Seven. Were they suggesting a revival of the Liozh heresy? She wished she had paid more attention during the obligatory history survey her first year in academy. As it stood, she had done well in all her courses, but some of them had gone clean out of her head as soon as she got her grades back.
“That’s all. Best wishes.” The panel went blank.
“This is not good news,” Cheris said.
“We already knew that,” Jedao said. “Ah – your uniform, Cheris. Take care of it before you forget.”
Kel Command had ordered it. There was no need to feel like a cadet embarking on a tasteless prank, but she did anyway. “Brevetted rank, general,” she said. The uniform replaced the captain’s talon with a general’s wings.
“I want to take another look at the high officers in the swarm,” Jedao said. “I hope I’m not the only one nervous about the Vidona.”
Starvation Hound was commanded by Vidona Diaiya, who had a reputation for finding loopholes in orders. It was unusual for a Vidona to rise to command in the Kel military. Like most citizens, Cheris had a healthy respect for the Vidona, who were responsible for disseminating Doctrine and reeducating dissidents, but she preferred to respect them from a distance. “Commander Diaiya has a lot of commendations,” she said, determined to avoid unnecessary trouble.
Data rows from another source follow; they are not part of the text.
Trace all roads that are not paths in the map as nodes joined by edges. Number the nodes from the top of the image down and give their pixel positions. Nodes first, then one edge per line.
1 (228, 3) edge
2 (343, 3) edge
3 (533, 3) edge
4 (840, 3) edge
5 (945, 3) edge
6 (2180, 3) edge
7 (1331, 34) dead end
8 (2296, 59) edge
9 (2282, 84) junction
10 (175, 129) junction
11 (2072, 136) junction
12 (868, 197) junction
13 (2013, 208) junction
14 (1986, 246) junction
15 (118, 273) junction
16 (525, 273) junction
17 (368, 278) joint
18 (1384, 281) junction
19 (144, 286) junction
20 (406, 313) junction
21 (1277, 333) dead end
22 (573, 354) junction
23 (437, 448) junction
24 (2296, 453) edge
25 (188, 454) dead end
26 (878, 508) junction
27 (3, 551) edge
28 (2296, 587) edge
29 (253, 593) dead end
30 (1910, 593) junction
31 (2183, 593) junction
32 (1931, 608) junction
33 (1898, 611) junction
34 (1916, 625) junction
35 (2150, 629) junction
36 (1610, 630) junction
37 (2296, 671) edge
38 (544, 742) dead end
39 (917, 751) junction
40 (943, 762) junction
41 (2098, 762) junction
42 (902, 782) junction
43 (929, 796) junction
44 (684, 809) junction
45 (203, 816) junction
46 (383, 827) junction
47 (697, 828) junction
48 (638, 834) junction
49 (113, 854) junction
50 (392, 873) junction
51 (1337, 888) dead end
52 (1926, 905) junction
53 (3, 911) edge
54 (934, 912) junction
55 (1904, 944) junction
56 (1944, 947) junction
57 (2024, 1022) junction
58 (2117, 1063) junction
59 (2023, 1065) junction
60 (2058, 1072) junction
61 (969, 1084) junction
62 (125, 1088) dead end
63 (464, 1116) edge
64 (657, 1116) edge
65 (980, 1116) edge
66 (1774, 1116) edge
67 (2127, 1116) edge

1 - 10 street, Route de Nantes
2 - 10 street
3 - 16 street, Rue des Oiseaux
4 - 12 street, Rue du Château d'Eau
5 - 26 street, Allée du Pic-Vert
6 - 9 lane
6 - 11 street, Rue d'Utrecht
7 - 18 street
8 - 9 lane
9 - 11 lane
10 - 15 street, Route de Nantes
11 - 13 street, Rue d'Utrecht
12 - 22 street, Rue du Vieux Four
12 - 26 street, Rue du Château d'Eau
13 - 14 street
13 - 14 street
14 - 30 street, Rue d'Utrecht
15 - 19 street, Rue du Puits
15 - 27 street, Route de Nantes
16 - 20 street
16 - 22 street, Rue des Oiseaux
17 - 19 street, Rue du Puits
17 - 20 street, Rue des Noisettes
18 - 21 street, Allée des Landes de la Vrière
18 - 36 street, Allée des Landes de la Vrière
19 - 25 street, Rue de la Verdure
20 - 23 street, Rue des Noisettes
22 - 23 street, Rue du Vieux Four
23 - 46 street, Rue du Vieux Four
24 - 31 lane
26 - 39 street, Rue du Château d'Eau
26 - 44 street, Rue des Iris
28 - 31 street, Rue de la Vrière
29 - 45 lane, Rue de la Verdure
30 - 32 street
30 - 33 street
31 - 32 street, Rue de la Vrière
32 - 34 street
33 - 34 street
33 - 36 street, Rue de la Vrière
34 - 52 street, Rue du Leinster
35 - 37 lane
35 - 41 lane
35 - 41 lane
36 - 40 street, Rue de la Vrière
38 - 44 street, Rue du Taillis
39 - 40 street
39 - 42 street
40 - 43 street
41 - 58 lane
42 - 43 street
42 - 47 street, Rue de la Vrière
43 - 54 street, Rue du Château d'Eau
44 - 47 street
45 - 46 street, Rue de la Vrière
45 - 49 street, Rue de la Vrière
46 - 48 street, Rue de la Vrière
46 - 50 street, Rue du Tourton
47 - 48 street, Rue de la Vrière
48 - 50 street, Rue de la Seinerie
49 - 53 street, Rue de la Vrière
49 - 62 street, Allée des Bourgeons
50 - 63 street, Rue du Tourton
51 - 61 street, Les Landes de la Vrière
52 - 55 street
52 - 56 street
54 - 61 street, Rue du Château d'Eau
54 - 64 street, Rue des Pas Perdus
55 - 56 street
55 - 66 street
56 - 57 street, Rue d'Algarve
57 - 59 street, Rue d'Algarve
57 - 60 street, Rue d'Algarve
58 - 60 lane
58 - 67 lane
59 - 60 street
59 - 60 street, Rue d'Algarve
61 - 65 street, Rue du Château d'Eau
“They were very carefully worded,” Jedao said. “I imagine she has high connections.”
“That can’t be the only explanation,” Cheris said. “Besides, if it’s not her, then we have to go with Simplicity Eye or Six Spires Standing .” The former had a commander with two reprimands for “excessive brutality,” which Cheris hadn’t even known Kel Command cared about. The latter was overdue for repairs.
“Yes, bad options all around,” Jedao said. “Diaiya, then. We’ll have to watch her carefully, but I might have a use for her anyway. And we’ll need Colonel Ragath’s cooperation. I’ve flagged a couple of his Nirai as potential problems, but we’re going to have to rely on him to keep them from getting creative.” He gave her the names.